* INPUT FOR THIS TASK
▬▬▬▬▬▬

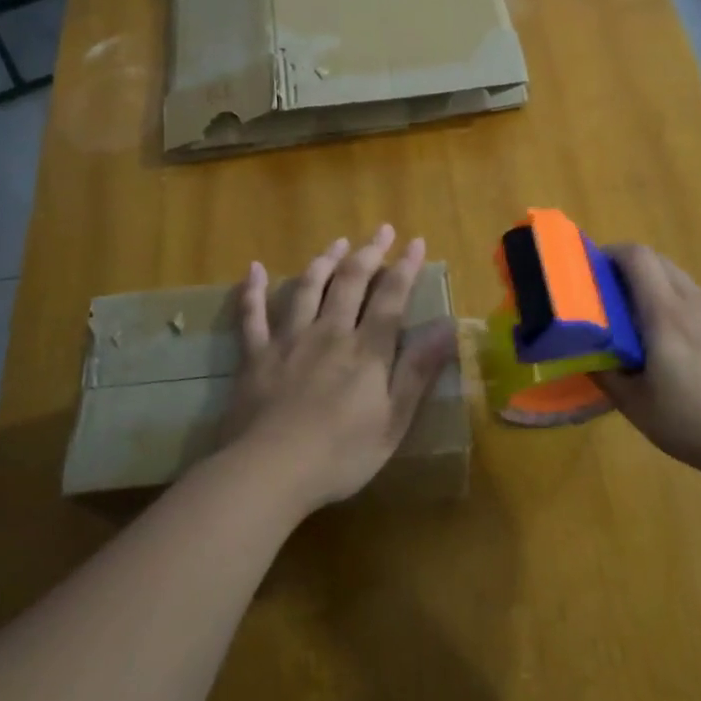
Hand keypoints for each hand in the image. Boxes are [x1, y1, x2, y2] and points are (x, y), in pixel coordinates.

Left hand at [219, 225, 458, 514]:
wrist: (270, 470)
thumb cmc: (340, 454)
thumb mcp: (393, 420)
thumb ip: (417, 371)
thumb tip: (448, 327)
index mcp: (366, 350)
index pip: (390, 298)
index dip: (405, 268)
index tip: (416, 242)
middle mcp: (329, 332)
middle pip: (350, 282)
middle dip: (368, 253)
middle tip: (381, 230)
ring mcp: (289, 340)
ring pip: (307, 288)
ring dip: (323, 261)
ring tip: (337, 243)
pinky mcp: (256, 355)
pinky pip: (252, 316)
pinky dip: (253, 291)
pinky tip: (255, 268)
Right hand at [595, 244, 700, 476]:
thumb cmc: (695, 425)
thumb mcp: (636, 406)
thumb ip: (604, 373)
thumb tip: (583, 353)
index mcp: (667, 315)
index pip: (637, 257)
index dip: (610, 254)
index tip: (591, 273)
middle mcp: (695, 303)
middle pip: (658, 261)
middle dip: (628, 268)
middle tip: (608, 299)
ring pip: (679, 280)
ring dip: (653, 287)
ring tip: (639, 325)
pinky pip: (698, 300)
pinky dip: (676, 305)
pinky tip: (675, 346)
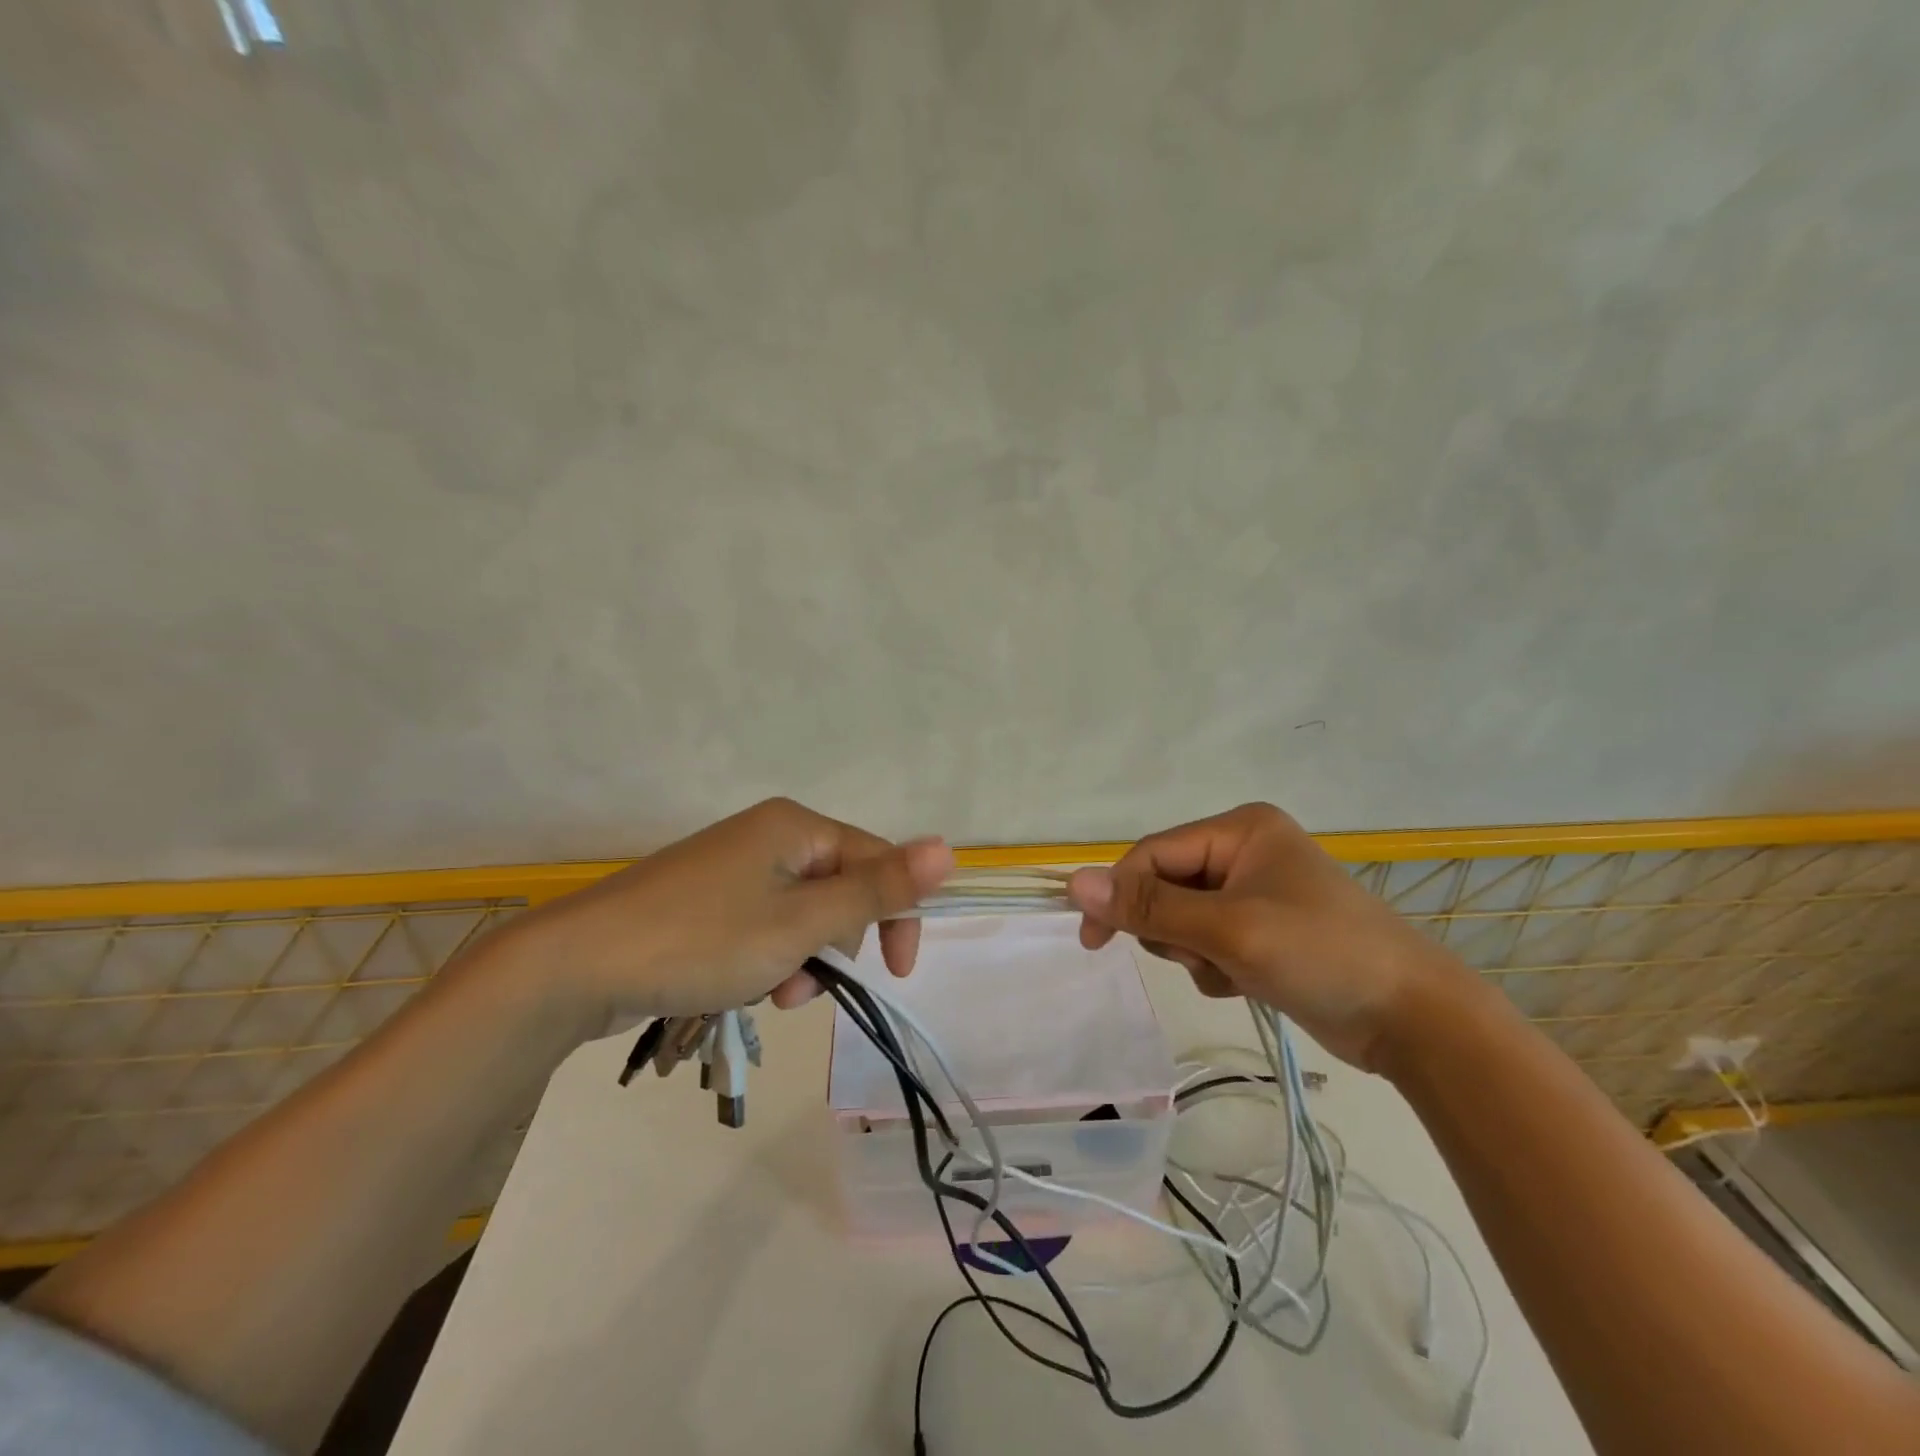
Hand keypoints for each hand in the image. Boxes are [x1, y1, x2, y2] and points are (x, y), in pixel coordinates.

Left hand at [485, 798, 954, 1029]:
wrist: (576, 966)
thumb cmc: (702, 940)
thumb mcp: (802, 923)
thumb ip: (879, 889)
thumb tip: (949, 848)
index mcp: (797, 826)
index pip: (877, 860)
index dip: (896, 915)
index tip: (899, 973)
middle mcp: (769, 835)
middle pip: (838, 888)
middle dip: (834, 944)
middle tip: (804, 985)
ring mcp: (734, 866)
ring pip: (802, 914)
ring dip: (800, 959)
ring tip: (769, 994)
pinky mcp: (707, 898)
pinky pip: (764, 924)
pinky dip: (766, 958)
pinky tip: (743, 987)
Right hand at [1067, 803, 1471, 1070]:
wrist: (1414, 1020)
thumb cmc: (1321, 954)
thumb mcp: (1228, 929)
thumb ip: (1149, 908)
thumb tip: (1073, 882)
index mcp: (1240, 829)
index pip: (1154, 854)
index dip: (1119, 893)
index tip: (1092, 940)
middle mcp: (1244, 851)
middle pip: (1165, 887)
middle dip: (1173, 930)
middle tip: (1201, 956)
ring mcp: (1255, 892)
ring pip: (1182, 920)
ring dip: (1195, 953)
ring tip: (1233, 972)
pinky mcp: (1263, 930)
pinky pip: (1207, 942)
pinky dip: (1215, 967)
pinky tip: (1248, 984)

▬▬▬▬▬▬

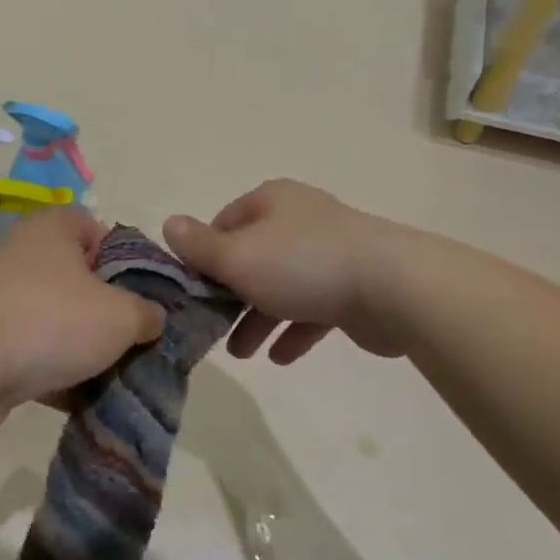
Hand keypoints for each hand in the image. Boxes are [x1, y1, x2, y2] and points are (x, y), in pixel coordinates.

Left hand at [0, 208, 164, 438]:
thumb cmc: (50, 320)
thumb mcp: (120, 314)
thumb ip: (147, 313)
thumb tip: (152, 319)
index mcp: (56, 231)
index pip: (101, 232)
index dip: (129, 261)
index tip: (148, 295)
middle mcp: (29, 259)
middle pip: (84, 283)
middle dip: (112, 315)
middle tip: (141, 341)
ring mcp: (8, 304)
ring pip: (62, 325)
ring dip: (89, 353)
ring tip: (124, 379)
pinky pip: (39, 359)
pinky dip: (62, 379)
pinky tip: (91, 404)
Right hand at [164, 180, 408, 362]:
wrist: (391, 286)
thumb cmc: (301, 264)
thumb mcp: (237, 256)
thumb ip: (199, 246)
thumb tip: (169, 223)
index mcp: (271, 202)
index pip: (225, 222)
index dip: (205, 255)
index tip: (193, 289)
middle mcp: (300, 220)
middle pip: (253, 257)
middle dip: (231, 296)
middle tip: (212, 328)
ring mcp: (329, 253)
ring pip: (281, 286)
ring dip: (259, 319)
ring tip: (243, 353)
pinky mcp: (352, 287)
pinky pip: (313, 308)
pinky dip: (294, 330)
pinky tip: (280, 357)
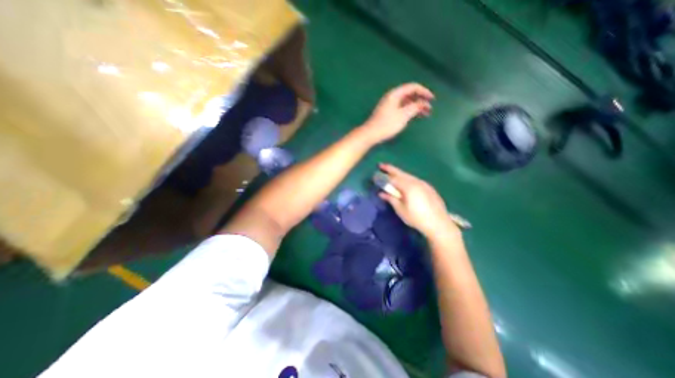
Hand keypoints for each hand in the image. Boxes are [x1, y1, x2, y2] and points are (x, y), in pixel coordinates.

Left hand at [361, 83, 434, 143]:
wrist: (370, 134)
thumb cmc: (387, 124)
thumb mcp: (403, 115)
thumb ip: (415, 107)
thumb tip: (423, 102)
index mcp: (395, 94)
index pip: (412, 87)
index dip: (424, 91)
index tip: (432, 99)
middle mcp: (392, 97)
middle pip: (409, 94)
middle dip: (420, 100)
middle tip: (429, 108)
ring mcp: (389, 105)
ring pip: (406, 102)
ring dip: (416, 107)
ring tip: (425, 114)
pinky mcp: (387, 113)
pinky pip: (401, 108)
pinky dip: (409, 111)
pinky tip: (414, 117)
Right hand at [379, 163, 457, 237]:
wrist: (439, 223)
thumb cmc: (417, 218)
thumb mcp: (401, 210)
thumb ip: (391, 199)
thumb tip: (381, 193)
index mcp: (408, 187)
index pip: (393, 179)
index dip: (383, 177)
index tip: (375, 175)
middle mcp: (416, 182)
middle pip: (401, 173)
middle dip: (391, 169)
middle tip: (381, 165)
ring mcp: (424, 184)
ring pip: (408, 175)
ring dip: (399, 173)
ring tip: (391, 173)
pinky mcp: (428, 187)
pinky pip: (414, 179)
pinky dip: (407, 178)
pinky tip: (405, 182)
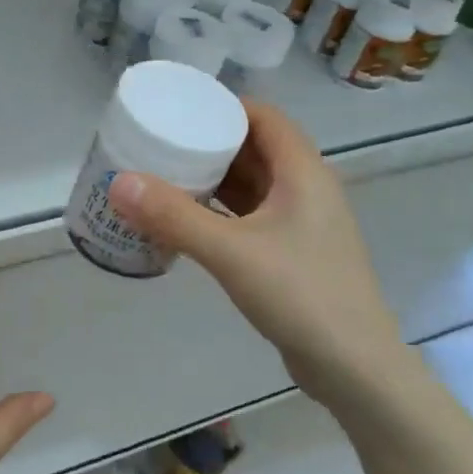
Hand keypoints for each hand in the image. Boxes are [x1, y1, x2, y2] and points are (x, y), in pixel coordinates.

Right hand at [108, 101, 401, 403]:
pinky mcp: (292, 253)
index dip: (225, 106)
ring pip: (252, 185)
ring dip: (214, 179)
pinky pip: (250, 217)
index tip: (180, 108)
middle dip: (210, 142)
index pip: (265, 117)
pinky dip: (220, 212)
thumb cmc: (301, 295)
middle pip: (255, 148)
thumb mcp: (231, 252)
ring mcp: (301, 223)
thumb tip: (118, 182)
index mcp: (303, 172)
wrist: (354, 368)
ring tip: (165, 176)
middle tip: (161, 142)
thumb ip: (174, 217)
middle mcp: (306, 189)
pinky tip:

▬▬▬▬▬▬

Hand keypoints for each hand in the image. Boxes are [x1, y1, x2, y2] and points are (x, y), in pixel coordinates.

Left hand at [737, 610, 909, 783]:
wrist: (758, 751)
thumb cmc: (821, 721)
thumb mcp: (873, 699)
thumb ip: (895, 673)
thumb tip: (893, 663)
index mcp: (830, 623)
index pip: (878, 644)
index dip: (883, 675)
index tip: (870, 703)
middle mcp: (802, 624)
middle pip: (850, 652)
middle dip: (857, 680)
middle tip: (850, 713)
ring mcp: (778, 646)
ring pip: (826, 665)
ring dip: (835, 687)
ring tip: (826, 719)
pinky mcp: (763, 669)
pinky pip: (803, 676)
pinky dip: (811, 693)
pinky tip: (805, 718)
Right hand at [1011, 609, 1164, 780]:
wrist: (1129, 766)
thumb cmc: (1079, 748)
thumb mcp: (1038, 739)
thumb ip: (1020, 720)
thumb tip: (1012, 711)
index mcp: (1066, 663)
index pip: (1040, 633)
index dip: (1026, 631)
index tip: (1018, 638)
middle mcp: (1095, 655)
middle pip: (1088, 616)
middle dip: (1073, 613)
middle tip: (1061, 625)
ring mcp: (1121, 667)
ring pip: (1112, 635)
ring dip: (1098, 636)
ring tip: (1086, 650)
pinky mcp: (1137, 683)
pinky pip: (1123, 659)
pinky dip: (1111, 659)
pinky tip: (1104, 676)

▬▬▬▬▬▬

* EXERCISE INSTRUCTIONS
Leave out every line above except those from the line with "pinky pip: (803, 676)" up to and including the line with "pinky tip: (1104, 676)", and copy those exactly.

* ANSWER TO THIS PROBLEM
pinky pip: (803, 676)
pinky dip: (811, 693)
pinky tip: (805, 718)
Right hand at [1011, 609, 1164, 780]:
wrist: (1129, 766)
thumb cmc: (1079, 748)
thumb mcp: (1038, 739)
thumb ip: (1020, 720)
thumb tip: (1012, 711)
index mcp: (1066, 663)
index pip: (1040, 633)
index dip: (1026, 631)
index tip: (1018, 638)
middle mcp: (1095, 655)
middle pip: (1088, 616)
middle dip: (1073, 613)
middle tip: (1061, 625)
ring mcp: (1121, 667)
ring pip: (1112, 635)
ring dip: (1098, 636)
ring tip: (1086, 650)
pinky mcp: (1137, 683)
pinky pip: (1123, 659)
pinky dip: (1111, 659)
pinky tip: (1104, 676)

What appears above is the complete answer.